Word for word, copy out the records given below.

[Source data]
* * * * *

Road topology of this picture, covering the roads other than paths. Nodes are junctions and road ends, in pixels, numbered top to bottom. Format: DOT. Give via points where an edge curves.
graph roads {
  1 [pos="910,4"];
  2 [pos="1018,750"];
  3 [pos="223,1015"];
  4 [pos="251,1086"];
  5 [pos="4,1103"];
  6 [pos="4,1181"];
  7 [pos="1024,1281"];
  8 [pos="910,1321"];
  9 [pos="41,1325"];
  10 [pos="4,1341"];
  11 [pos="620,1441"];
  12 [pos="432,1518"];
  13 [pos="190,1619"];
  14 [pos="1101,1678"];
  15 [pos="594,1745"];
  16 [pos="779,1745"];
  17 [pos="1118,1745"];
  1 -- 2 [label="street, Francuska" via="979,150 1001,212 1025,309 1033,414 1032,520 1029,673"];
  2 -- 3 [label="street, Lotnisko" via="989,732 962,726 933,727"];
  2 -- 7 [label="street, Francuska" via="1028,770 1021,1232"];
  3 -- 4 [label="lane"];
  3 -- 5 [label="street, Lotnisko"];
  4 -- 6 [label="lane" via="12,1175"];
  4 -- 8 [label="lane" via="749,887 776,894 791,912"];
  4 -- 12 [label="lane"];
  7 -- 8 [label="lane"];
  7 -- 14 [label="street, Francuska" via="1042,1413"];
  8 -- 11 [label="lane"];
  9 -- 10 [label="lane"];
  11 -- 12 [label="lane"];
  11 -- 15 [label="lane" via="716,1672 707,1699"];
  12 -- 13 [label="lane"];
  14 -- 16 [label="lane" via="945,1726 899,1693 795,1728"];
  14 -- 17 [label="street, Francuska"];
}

* * * * *

Written answer:
Road topology of this picture, covering the roads other than paths. Nodes are junctions and road ends, in pixels, numbered top to bottom. Format: DOT. Give via points where an edge curves.
graph roads {
  1 [pos="910,4"];
  2 [pos="1018,750"];
  3 [pos="223,1015"];
  4 [pos="251,1086"];
  5 [pos="4,1103"];
  6 [pos="4,1181"];
  7 [pos="1024,1281"];
  8 [pos="910,1321"];
  9 [pos="41,1325"];
  10 [pos="4,1341"];
  11 [pos="620,1441"];
  12 [pos="432,1518"];
  13 [pos="190,1619"];
  14 [pos="1101,1678"];
  15 [pos="594,1745"];
  16 [pos="779,1745"];
  17 [pos="1118,1745"];
  1 -- 2 [label="street, Francuska" via="979,150 1001,212 1025,309 1033,414 1032,520 1029,673"];
  2 -- 3 [label="street, Lotnisko" via="989,732 962,726 933,727"];
  2 -- 7 [label="street, Francuska" via="1028,770 1021,1232"];
  3 -- 4 [label="lane"];
  3 -- 5 [label="street, Lotnisko"];
  4 -- 6 [label="lane" via="12,1175"];
  4 -- 8 [label="lane" via="749,887 776,894 791,912"];
  4 -- 12 [label="lane"];
  7 -- 8 [label="lane"];
  7 -- 14 [label="street, Francuska" via="1042,1413"];
  8 -- 11 [label="lane"];
  9 -- 10 [label="lane"];
  11 -- 12 [label="lane"];
  11 -- 15 [label="lane" via="716,1672 707,1699"];
  12 -- 13 [label="lane"];
  14 -- 16 [label="lane" via="945,1726 899,1693 795,1728"];
  14 -- 17 [label="street, Francuska"];
}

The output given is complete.